◆ **TASK OBJECTIVE**:
If a line in the records below holds the word "evenodd", copy it.

◆ **DATA EXTRACT**:
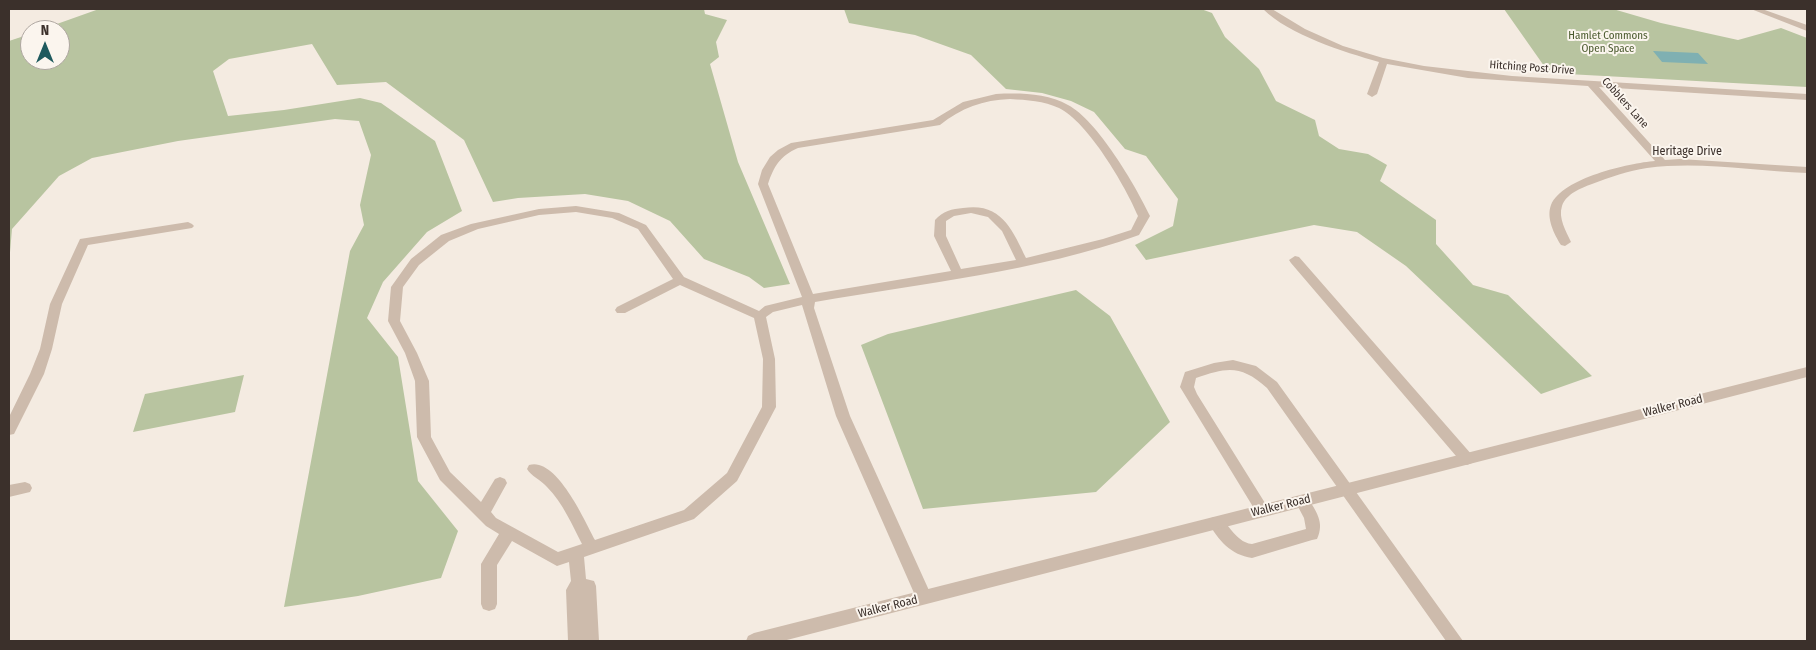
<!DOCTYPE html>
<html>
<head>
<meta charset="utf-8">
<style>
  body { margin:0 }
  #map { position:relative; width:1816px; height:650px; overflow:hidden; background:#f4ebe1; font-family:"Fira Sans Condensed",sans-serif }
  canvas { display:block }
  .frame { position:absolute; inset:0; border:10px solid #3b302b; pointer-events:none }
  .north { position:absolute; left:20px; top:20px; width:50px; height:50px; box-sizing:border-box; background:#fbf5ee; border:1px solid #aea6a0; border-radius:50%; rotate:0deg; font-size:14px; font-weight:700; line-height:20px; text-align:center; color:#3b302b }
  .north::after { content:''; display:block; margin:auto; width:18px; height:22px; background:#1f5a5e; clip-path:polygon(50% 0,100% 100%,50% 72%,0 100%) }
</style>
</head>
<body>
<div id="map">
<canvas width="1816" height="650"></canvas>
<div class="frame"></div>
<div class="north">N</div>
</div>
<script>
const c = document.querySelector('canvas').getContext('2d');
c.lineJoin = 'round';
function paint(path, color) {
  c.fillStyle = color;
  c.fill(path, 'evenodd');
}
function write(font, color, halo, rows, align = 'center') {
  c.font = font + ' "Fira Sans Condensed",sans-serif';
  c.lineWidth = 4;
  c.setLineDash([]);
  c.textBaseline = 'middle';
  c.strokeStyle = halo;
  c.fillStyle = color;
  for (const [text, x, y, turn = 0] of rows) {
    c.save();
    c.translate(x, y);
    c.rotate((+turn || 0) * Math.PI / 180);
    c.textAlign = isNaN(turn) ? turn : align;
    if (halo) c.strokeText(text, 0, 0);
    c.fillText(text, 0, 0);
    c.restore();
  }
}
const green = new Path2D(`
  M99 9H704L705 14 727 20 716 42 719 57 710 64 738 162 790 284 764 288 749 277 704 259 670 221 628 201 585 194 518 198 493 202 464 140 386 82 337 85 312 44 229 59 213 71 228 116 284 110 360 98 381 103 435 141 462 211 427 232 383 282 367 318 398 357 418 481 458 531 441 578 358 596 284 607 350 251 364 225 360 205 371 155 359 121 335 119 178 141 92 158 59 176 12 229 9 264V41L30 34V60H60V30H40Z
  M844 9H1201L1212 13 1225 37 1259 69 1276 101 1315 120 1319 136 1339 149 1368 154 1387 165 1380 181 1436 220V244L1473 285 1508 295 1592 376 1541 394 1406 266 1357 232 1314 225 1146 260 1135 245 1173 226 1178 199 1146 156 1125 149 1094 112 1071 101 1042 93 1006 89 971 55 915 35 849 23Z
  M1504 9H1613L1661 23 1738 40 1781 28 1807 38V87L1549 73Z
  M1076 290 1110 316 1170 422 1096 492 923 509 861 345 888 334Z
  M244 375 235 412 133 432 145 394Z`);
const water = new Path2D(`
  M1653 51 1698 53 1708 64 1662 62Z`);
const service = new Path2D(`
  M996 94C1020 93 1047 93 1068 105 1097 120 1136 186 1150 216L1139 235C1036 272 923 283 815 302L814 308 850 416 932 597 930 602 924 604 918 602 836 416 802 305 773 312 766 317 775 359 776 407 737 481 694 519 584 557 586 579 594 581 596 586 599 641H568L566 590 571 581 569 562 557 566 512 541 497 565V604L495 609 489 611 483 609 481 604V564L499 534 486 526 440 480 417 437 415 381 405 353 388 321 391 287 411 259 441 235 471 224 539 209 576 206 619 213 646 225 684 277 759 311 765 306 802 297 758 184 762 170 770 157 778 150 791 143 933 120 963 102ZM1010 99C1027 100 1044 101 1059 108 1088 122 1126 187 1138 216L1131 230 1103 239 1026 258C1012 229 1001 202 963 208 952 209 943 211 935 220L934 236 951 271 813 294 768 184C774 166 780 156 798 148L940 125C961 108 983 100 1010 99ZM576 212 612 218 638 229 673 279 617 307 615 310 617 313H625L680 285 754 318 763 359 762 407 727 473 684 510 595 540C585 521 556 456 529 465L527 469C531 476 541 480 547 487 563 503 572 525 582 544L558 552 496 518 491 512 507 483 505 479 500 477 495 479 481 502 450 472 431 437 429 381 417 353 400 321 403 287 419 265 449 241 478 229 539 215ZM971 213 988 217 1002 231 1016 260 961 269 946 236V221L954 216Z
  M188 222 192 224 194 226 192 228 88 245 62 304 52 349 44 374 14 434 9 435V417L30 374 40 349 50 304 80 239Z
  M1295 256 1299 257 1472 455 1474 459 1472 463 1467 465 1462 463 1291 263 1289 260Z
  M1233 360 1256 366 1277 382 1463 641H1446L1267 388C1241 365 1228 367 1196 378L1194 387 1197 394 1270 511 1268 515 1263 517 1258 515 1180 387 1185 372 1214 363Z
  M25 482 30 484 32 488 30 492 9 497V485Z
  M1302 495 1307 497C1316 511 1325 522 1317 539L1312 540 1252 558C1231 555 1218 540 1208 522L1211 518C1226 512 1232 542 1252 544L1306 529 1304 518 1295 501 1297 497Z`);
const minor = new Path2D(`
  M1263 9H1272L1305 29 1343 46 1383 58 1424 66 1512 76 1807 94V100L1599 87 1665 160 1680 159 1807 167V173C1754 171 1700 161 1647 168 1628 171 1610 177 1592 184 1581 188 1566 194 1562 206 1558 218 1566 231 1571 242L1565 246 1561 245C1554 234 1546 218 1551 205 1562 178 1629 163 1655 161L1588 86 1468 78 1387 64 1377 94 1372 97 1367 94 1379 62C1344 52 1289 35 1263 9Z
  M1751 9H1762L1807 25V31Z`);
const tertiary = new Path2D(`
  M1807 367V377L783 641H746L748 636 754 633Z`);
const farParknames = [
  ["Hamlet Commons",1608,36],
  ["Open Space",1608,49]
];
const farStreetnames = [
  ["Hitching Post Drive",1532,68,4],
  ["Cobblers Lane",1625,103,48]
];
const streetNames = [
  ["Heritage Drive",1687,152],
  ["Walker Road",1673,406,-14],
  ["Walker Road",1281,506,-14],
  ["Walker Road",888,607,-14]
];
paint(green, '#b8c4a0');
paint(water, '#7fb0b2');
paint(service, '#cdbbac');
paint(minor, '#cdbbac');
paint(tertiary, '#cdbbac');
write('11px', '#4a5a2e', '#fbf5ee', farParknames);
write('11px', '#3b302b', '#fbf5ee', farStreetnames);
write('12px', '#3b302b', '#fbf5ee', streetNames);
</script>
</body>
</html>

==

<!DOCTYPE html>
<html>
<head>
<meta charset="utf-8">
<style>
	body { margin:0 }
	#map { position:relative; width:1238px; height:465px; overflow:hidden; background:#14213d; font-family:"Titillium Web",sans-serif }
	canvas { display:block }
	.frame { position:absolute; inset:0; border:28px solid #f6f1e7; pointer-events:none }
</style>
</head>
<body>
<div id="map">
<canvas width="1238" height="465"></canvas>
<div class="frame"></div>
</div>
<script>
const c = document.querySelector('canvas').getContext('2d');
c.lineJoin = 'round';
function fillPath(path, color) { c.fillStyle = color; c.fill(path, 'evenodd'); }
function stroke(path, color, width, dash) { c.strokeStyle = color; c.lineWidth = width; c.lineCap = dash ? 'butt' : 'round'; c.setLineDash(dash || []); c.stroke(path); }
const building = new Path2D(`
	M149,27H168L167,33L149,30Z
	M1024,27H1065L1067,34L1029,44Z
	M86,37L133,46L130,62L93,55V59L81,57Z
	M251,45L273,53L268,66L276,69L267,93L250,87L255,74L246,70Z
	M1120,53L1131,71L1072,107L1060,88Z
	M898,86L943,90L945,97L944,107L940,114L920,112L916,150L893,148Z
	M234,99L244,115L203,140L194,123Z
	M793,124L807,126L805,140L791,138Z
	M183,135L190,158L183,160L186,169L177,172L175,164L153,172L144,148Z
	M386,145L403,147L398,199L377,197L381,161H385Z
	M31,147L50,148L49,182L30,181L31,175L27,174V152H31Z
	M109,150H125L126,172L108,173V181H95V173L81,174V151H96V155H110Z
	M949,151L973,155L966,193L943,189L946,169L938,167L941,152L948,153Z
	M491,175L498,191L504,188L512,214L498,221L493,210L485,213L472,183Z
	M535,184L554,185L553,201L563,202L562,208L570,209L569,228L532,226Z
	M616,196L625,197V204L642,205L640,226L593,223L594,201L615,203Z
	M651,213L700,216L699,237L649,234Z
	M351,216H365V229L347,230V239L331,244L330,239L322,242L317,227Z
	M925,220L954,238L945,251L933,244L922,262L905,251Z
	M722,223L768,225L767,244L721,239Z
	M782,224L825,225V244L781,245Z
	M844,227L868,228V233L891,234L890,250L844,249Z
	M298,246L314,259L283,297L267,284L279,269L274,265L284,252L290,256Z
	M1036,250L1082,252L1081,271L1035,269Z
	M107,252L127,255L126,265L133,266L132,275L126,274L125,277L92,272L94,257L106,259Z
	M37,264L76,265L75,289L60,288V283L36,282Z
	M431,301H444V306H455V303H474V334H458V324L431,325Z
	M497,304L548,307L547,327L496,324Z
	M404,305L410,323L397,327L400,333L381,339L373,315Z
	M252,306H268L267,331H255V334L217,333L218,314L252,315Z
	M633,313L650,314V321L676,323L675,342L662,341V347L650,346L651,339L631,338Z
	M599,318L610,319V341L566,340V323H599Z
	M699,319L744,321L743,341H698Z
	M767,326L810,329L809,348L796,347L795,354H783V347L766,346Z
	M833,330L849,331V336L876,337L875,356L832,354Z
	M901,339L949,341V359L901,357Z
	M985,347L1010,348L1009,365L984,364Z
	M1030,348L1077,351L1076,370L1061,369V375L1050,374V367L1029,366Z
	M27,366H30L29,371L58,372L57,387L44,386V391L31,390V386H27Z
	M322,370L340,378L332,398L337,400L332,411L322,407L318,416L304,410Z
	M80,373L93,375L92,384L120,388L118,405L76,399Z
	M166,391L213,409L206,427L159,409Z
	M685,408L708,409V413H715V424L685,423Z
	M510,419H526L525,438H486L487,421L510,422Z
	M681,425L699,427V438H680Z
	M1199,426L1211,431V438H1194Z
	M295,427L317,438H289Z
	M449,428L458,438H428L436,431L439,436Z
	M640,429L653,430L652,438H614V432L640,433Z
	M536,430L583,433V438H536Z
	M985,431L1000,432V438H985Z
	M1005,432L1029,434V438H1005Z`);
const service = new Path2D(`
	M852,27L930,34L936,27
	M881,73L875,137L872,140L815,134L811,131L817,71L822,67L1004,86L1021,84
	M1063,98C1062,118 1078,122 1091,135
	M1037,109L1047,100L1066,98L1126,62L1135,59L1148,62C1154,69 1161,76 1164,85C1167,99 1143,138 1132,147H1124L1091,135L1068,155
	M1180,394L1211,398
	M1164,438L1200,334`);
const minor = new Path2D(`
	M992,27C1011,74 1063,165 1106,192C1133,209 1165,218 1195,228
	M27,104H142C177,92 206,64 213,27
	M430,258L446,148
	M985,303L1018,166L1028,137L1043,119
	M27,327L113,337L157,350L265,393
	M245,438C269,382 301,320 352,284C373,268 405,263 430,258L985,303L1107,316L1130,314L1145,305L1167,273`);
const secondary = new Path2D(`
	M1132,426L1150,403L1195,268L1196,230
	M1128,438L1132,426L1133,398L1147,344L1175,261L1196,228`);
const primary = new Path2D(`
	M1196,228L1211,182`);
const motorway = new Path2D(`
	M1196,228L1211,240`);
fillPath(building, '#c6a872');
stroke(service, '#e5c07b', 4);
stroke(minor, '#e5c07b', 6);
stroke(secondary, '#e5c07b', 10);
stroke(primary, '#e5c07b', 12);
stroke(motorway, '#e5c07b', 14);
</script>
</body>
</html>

◆ **RESPONSE AREA**:
  c.fill(path, 'evenodd');
function fillPath(path, color) { c.fillStyle = color; c.fill(path, 'evenodd'); }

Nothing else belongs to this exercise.